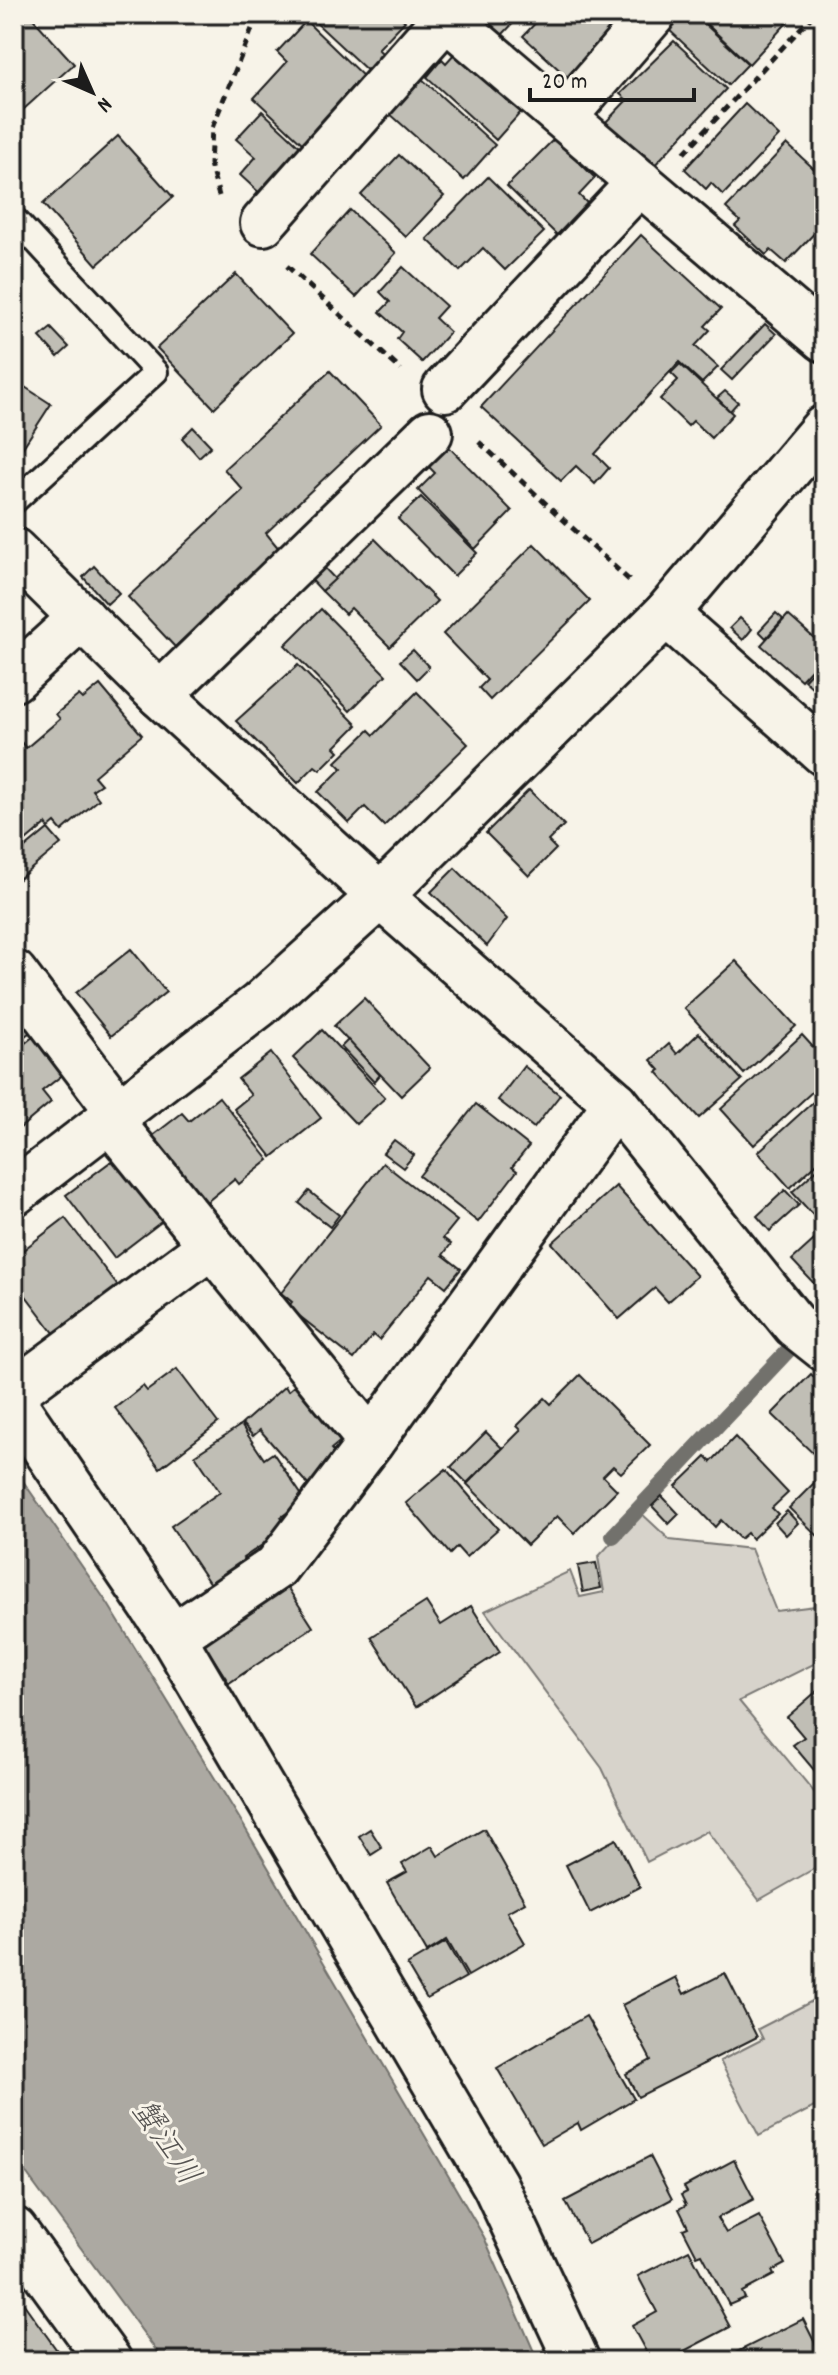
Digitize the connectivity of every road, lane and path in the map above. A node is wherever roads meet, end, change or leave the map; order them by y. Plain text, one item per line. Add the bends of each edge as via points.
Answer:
1 (258, 14) edge
2 (653, 14) edge
3 (814, 14) edge
4 (444, 16) edge
5 (564, 117) junction
6 (645, 186) junction
7 (14, 218) edge
8 (256, 229) junction
9 (824, 339) edge
10 (428, 384) joint
11 (824, 428) edge
12 (451, 434) joint
13 (14, 502) edge
14 (14, 551) edge
15 (666, 614) junction
16 (82, 617) junction
17 (14, 679) edge
18 (160, 695) junction
19 (824, 753) edge
20 (380, 896) junction
21 (14, 973) edge
22 (616, 1103) junction
23 (114, 1115) junction
24 (14, 1193) edge
25 (211, 1246) junction
26 (824, 1348) edge
27 (14, 1392) edge
28 (14, 1403) edge
29 (371, 1442) junction
30 (173, 1637) junction
31 (14, 2230) edge
32 (95, 2356) edge
33 (577, 2361) edge

1 - 8 path via 212,128 210,164 219,196
2 - 5 street
3 - 6 path
4 - 5 street
4 - 8 street
5 - 6 street
6 - 9 street
6 - 10 street
7 - 13 lane via 156,372
8 - 10 path
11 - 15 street
12 - 15 path
12 - 18 street
14 - 16 street
15 - 19 street
15 - 20 street
16 - 17 street
16 - 18 street
18 - 20 street
20 - 22 street
20 - 23 street via 259,1005
21 - 23 street
22 - 26 street via 795,1325
22 - 29 street
23 - 24 street
23 - 25 street
25 - 27 street
25 - 29 street
28 - 30 street
29 - 30 street via 276,1567
30 - 33 street via 495,2185
31 - 32 street

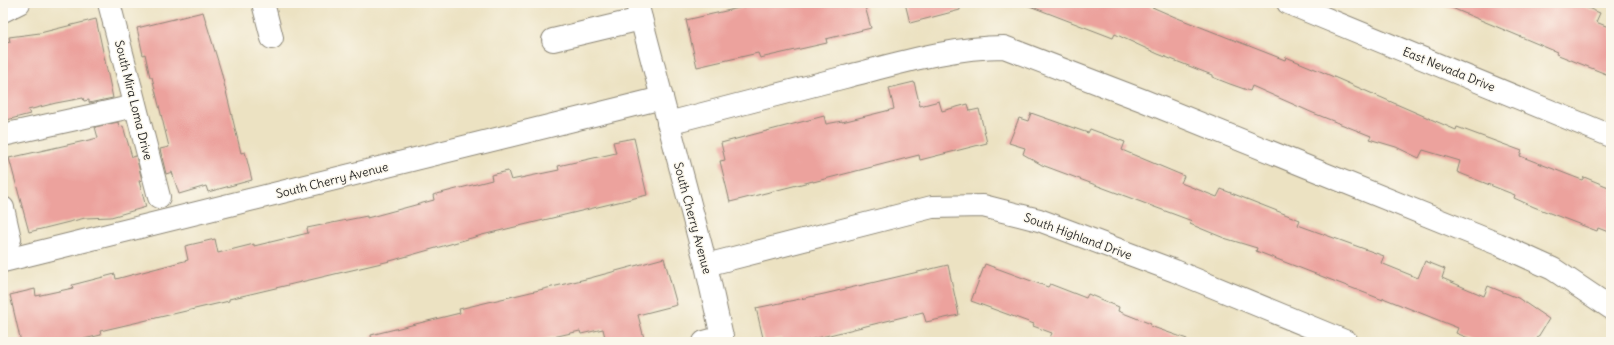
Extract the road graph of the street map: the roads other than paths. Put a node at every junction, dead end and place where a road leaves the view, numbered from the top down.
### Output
1 (19, 3) edge
2 (109, 3) edge
3 (262, 3) edge
4 (1288, 3) edge
5 (3, 11) edge
6 (639, 11) edge
7 (272, 38) dead end
8 (553, 40) dead end
9 (662, 98) junction
10 (135, 106) junction
11 (668, 123) junction
12 (3, 135) edge
13 (1611, 136) edge
14 (159, 196) dead end
15 (3, 208) edge
16 (10, 239) dead end
17 (3, 261) edge
18 (706, 265) junction
19 (1611, 308) edge
20 (717, 340) edge
21 (1347, 342) edge

1 - 5 street
2 - 10 street, South Mira Loma Drive
3 - 7 street
4 - 13 street, East Nevada Drive
6 - 8 street
6 - 9 street, South Cherry Avenue
9 - 11 street, South Cherry Avenue
9 - 17 street, South Cherry Avenue
10 - 12 street
10 - 14 street, South Mira Loma Drive
11 - 18 street, South Cherry Avenue
11 - 19 street
15 - 16 street
18 - 20 street, South Cherry Avenue
18 - 21 street, South Highland Drive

_ _ _ _ _

Work task:
Copy all lines in the listing above where the string "node" appears.

Exercise result:
Digitize the connectivity of every road, lane and path in the map above. A node is wherever roads meet, end, change or leave the map; order them by y. Plain text, one item per line. Add the bends of each edge as via points.
Extract the road graph of the street map: the roads other than paths. Put a node at every junction, dead end and place where a road leaves the view, numbered from the top down.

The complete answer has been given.